Metabolomics Progressive Pipeline

Overview

The Metabolomics Progressive Pipeline v4.0 represents the state-of-the-art approach for harmonizing metabolite identifiers across different biological datasets. This 4-stage progressive matching pipeline achieves 75-80% coverage for typical metabolomics datasets.

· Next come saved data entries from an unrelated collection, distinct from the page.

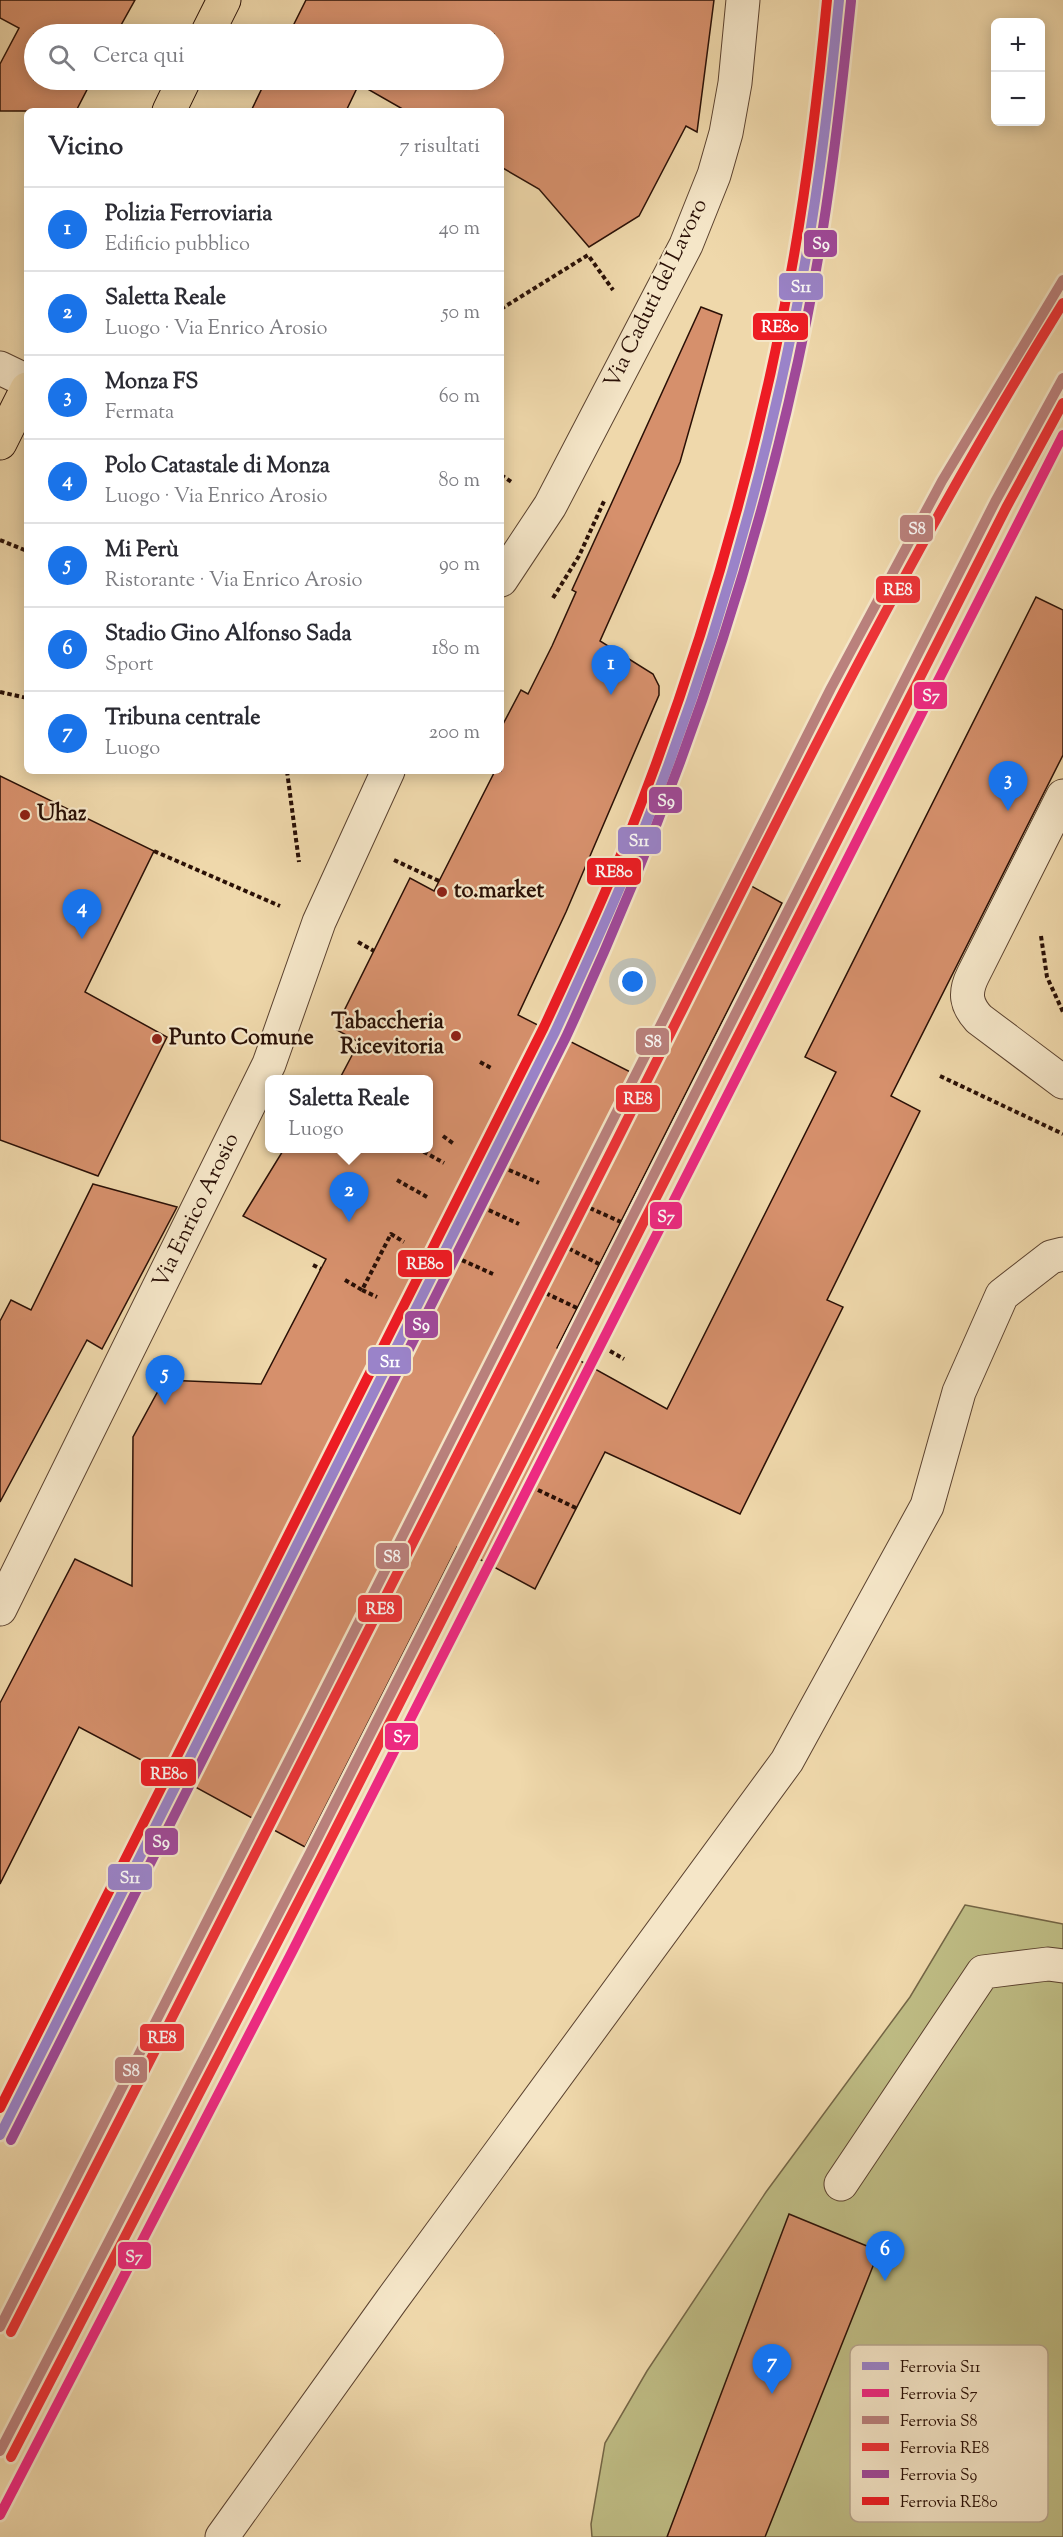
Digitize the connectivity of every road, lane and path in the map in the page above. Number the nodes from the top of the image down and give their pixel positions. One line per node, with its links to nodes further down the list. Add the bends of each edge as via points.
1 (224, 0): 3 (main road)
2 (743, 0): 7 (street, Via Caduti del Lavoro, via 735,83 714,175 686,245)
3 (212, 24)
4 (179, 90): 5 (main road)
5 (170, 108)
6 (504, 307): 7 (path, via 588,255)
7 (642, 331): 14 (street, Via Caduti del Lavoro, via 550,506)
8 (0, 368): 9 (street)
9 (24, 380)
10 (24, 395): 11 (main road)
11 (0, 443)
12 (0, 540): 13 (path)
13 (24, 550)
14 (505, 573)
15 (0, 692): 16 (path)
16 (24, 697)
17 (287, 774): 22 (path)
18 (387, 774): 63 (street, Via Enrico Arosio, via 319,922 269,1064)
19 (1063, 796): 32 (street, via 973,975 967,998 979,1019)
20 (154, 850): 24 (path)
21 (394, 860): 23 (path)
22 (300, 872)
23 (439, 881)
24 (286, 909)
25 (1044, 927): 28 (path, via 1040,935 1047,977)
26 (354, 941): 27 (path)
27 (374, 951)
28 (1063, 1012)
29 (480, 1062): 30 (path)
30 (492, 1068)
31 (940, 1076): 33 (path)
32 (1063, 1082)
33 (1063, 1134)
34 (443, 1136): 35 (path)
35 (454, 1144)
36 (425, 1153): 37 (path)
37 (444, 1163)
38 (502, 1167): 40 (path)
39 (397, 1180): 41 (path)
40 (539, 1183)
41 (428, 1197)
42 (583, 1204): 44 (path)
43 (482, 1207): 45 (path)
44 (621, 1222)
45 (519, 1224)
46 (404, 1242): 55 (path, via 391,1234)
47 (562, 1245): 50 (path)
48 (1063, 1254): 66 (street, via 1051,1257 1002,1295 959,1392 927,1506 787,1761)
49 (455, 1257): 53 (path)
50 (599, 1264)
51 (314, 1265): 52 (path)
52 (321, 1269)
53 (493, 1274)
54 (345, 1280): 55 (path)
55 (362, 1290): 57 (path)
56 (539, 1290): 58 (path)
57 (377, 1298)
58 (577, 1308)
59 (610, 1351): 60 (path, via 624,1359)
60 (617, 1360)
61 (538, 1490): 62 (path)
62 (576, 1508)
63 (0, 1610)
64 (1063, 1966): 65 (street, via 1048,1964 983,1972)
65 (841, 2184)
66 (222, 2537)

The pipeline implements a sophisticated “progressive matching” strategy, starting with high-confidence exact matches and progressively relaxing matching criteria to capture more difficult cases. Version 4.0 includes consolidated debugging, pre-flight validation, and incremental stage enabling for systematic testing.

Pipeline Architecture

4-Stage Progressive Matching

        graph TD
  A[Input Dataset] --> B[Stage 1: Direct Matching]
  B --> C[Stage 2: Fuzzy String Matching]
  C --> D[Stage 3: RampDB Bridge]
  D --> E[Stage 4: HMDB Vector Matching]
  E --> F[Results Export & Visualization]
  F --> G[Google Drive Upload]
    

Stage Breakdown

Stage 1: Direct/Exact Matching
  • Action: NIGHTINGALE_NMR_MATCH

  • Coverage: ~45-55% (high confidence)

  • Speed: <2 seconds for 10K identifiers

  • Method: Exact string matching against Nightingale reference with fuzzy fallback

  • Features: Built-in biomarker patterns, abbreviation expansion, lipoprotein recognition

Stage 2: Fuzzy String Matching
  • Action: METABOLITE_FUZZY_STRING_MATCH

  • Coverage: +15-20% additional

  • Speed: ~5-10 seconds

  • Method: Token sort ratio with fuzzywuzzy (threshold: 85%)

  • Cost: $0.00 (algorithmic matching, no API calls)

Stage 3: RampDB API Bridge
  • Action: METABOLITE_RAMPDB_BRIDGE

  • Coverage: +8-12% additional

  • Speed: ~30-60 seconds (API dependent)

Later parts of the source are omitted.